Of that report, Robin Williams remembered, "…he had to take a moment, take off his glasses. When that happens, you realize a whole nation can't speak."
"He suffered and he pulled it right back," noted Sawyer. "It was simultaneously, 'Oh, heaven, what do we do now?' And 'We'll go on.'"
"Walter Cronkite was the person who connected us all on that day," said Barbara Walters.
"It was a very frightened country," Don Hewitt recalled. "Walter became, not only everybody's anchorman, he was everybody's minister, priest and rabbi.

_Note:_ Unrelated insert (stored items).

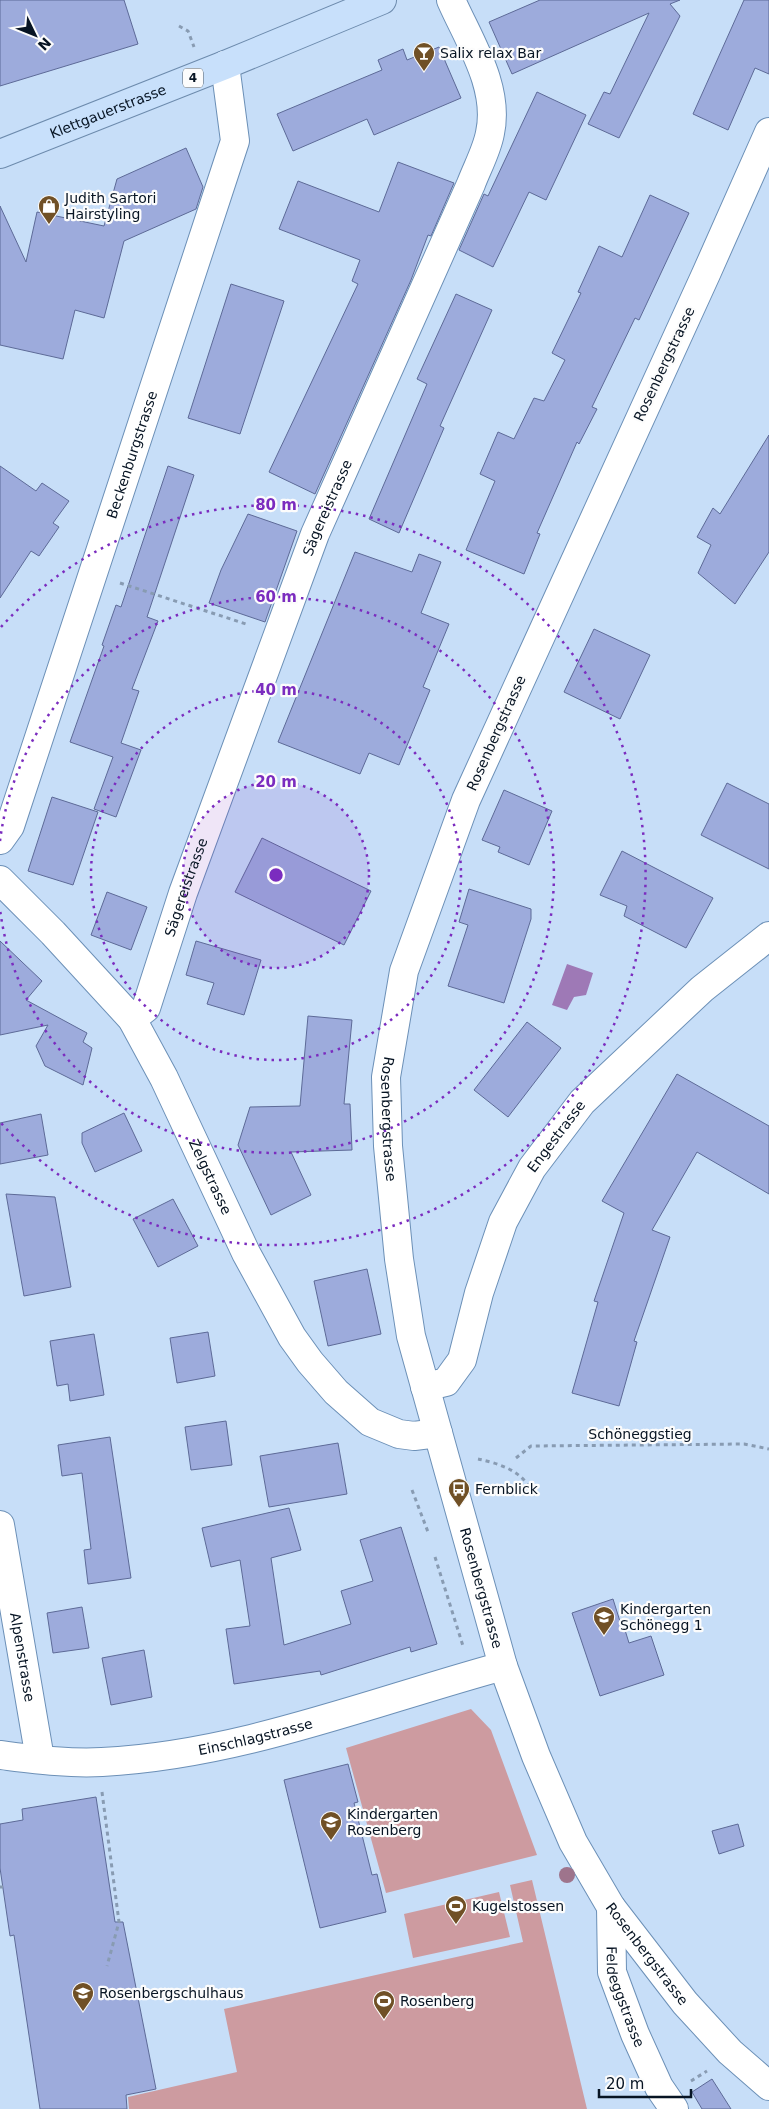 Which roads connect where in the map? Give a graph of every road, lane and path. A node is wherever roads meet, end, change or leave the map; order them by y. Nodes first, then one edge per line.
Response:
1 (382, 0) edge
2 (451, 0) edge
3 (225, 66) junction
4 (769, 132) edge
5 (0, 154) edge
6 (93, 574) junction
7 (278, 635) junction
8 (0, 840) edge
9 (0, 880) edge
10 (769, 936) edge
11 (132, 1019) junction
12 (425, 1387) junction
13 (438, 1433) junction
14 (769, 1449) edge
15 (516, 1458) dead end
16 (478, 1459) dead end
17 (412, 1490) dead end
18 (531, 1493) dead end
19 (0, 1525) edge
20 (428, 1532) dead end
21 (435, 1557) dead end
22 (465, 1654) dead end
23 (503, 1666) junction
24 (0, 1755) edge
25 (40, 1759) junction
26 (101, 1762) junction
27 (611, 1907) junction
28 (107, 1966) dead end
29 (708, 2070) dead end
30 (689, 2083) dead end
31 (769, 2086) edge
32 (669, 2106) edge

1 - 3 main road, Klettgauerstrasse / 4
2 - 7 street, Sägereistrasse
3 - 5 main road, Klettgauerstrasse / 4
3 - 6 street, Beckenburgstrasse
4 - 12 street, Rosenbergstrasse
6 - 7 path
6 - 8 street, Beckenburgstrasse
7 - 11 street, Sägereistrasse
9 - 11 street, Zelgstrasse
10 - 12 street, Engestrasse
11 - 13 street, Zelgstrasse
12 - 13 street, Rosenbergstrasse
13 - 23 street, Rosenbergstrasse
14 - 15 path, Schöneggstieg
16 - 18 path
17 - 20 path
19 - 25 street, Alpenstrasse
21 - 22 path
23 - 26 street, Einschlagstrasse
23 - 27 street, Rosenbergstrasse
24 - 25 street, Einschlagstrasse
25 - 26 street, Einschlagstrasse
26 - 28 path
27 - 31 street, Rosenbergstrasse
27 - 32 street, Feldeggstrasse
29 - 30 path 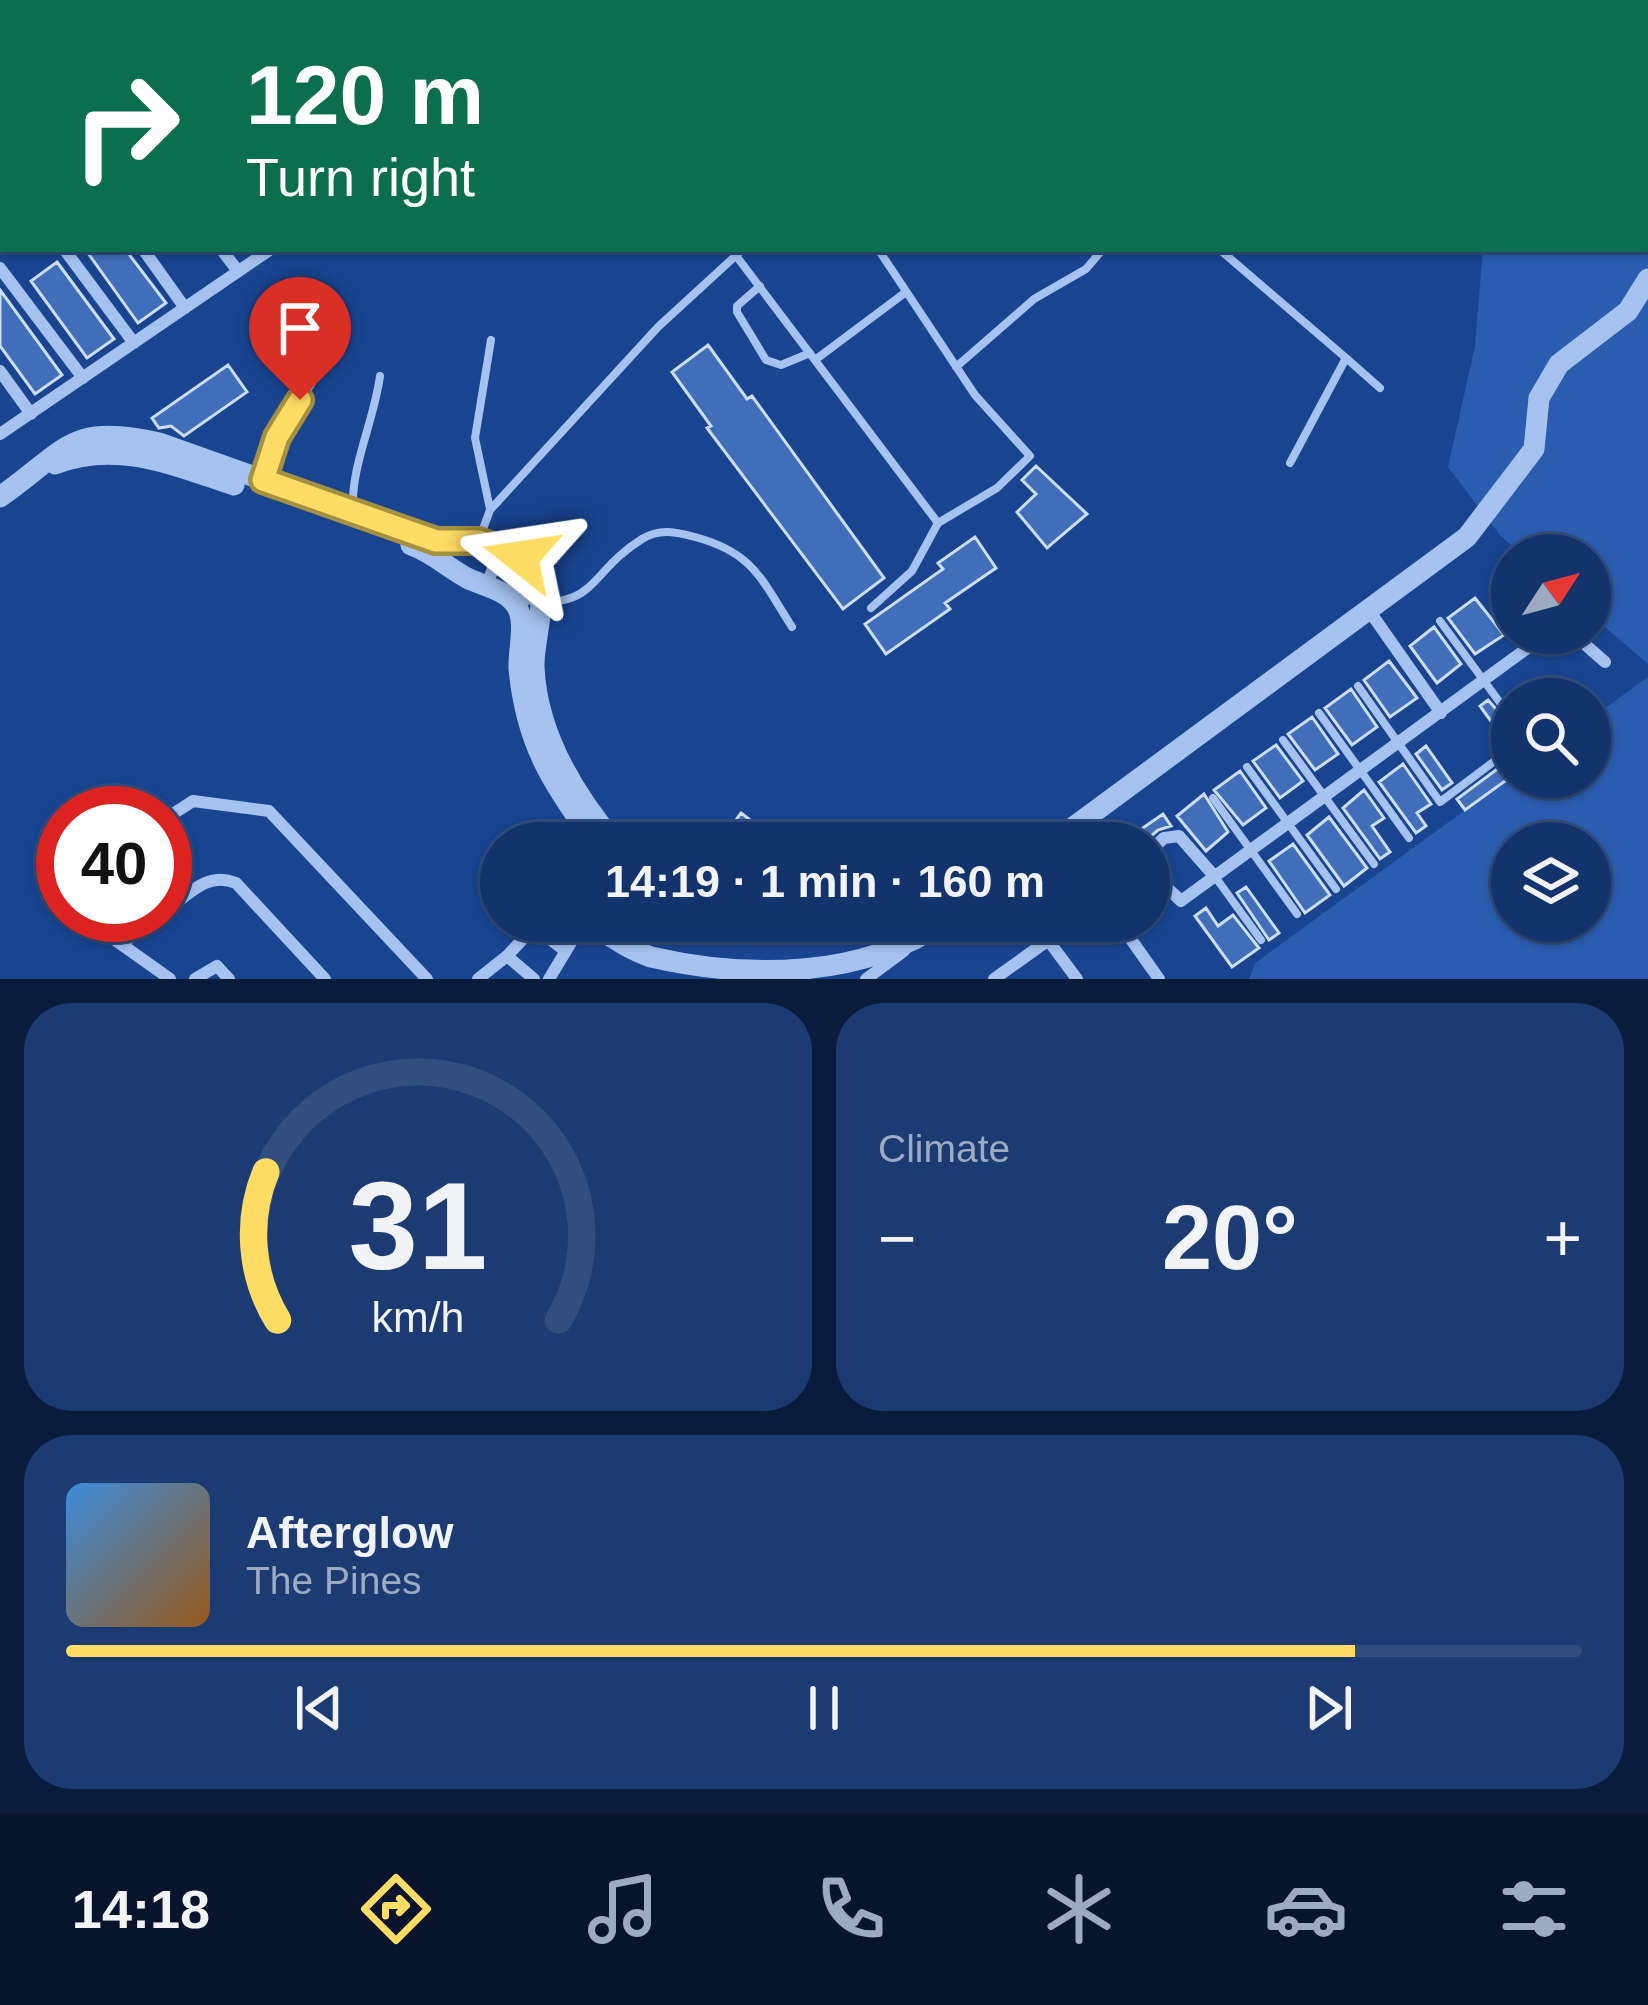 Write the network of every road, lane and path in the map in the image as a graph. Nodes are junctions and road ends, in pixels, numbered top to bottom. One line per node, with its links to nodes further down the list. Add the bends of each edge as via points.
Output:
1 (66, 252): 17 (street)
2 (145, 252): 15 (street)
3 (223, 252): 11 (street)
4 (267, 252): 11 (street)
5 (736, 252): 31 (lane)
6 (738, 252): 13 (lane)
7 (880, 252): 14 (lane)
8 (1100, 252): 21 (lane)
9 (1222, 252): 19 (lane)
10 (0, 268): 24 (street)
11 (238, 272): 15 (street)
12 (1648, 279): 40 (street, via 1628,311 1559,364 1539,398 1534,449 1467,537)
13 (760, 286): 18 (lane); 18 (lane, via 737,311 766,360 781,365)
14 (906, 292): 18 (lane); 21 (lane)
15 (185, 308): 17 (street)
16 (491, 340): 31 (lane, via 476,438)
17 (134, 343): 24 (street)
18 (812, 356): 33 (lane)
19 (1346, 358): 25 (lane); 28 (lane)
20 (324, 364): 29 (lane, via 277,437)
21 (956, 367): 33 (lane, via 1030,456 997,488)
22 (0, 371): 26 (street)
23 (380, 376): 32 (lane, via 352,484)
24 (83, 378): 26 (street)
25 (1380, 388)
26 (31, 414): 27 (street)
27 (0, 434)
28 (1290, 463)
29 (262, 487): 30 (street, via 129,454 78,455); 32 (street); 35 (street, via 432,552)
30 (0, 497)
31 (490, 510): 34 (lane)
32 (353, 512): 34 (street, via 436,541)
33 (938, 523): 39 (lane, via 912,571)
34 (479, 543): 35 (street); 36 (street); 38 (street, via 531,564)
35 (452, 567): 36 (street)
36 (487, 586): 37 (street)
37 (511, 598): 38 (lane); 59 (street, via 521,616 519,666 532,738)
38 (539, 603): 42 (lane, via 579,596 643,538 668,530 729,546); 60 (street, via 534,667 544,721 565,775)
39 (871, 608)
40 (1368, 609): 50 (street); 61 (street)
41 (1440, 621): 46 (lane)
42 (793, 627)
43 (1519, 654): 46 (street)
44 (1596, 654): 45 (street)
45 (1605, 662)
46 (1484, 680): 48 (lane); 50 (street)
47 (1358, 686): 52 (lane)
48 (1491, 690)
49 (1319, 712): 55 (lane)
50 (1441, 713): 52 (street)
51 (1283, 740): 56 (lane)
52 (1398, 744): 53 (lane, via 1440,802); 55 (street)
53 (1491, 764)
54 (1247, 767): 62 (lane)
55 (1361, 770): 56 (street); 64 (lane)
56 (1324, 797): 62 (street); 66 (lane)
57 (1213, 799): 65 (lane)
58 (192, 802): 91 (street, via 269,811)
59 (580, 822)
60 (600, 822)
61 (1084, 822)
62 (1288, 824): 65 (street); 68 (lane)
63 (1170, 837): 67 (street, via 1179,836)
64 (1409, 838)
65 (1252, 850): 67 (street); 71 (lane)
66 (1374, 864)
67 (1215, 877): 69 (street, via 1181,902); 72 (lane)
68 (1336, 889)
69 (1170, 891)
70 (192, 892): 90 (street, via 211,878 236,883)
71 (1297, 914)
72 (1261, 940)
73 (118, 942): 83 (street)
74 (124, 942): 83 (street)
75 (521, 942): 85 (street)
76 (556, 942): 84 (street)
77 (570, 942): 84 (street)
78 (624, 942): 82 (street, via 703,971 758,977 842,968)
79 (1045, 942): 86 (street)
80 (1049, 942): 96 (street)
81 (1133, 942): 97 (street)
82 (915, 943): 95 (street)
83 (121, 944): 87 (street)
84 (564, 950): 94 (street)
85 (508, 956): 92 (street); 93 (street)
86 (996, 978)
87 (170, 979)
88 (195, 979): 89 (street, via 217,966)
89 (229, 979)
90 (325, 979)
91 (427, 979)
92 (478, 979)
93 (534, 979)
94 (549, 979)
95 (866, 979)
96 (1077, 979)
97 (1160, 979)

He calmed America down."
"And I think the day President Kennedy died was the day that television news as we now know it was born, for all intents and purposes," Dan Rather said. "And Walter Cronkite was a very important part of making it so."
"The finality of it overwhelmed me," Cronkite admitted. "Up 'til then, there was a nightmare quality as developments piled one on the other. This said it's all true. It had happened. It was over. It was done. We're about to bury it. Bury something of our past along with that man."
And of seeing a young John F. Kennedy Jr. saluting his father's casket, Cronkite choked up during an interview, as he wiped tears from his eyes. It was a "tough time… anchormen shouldn't cry."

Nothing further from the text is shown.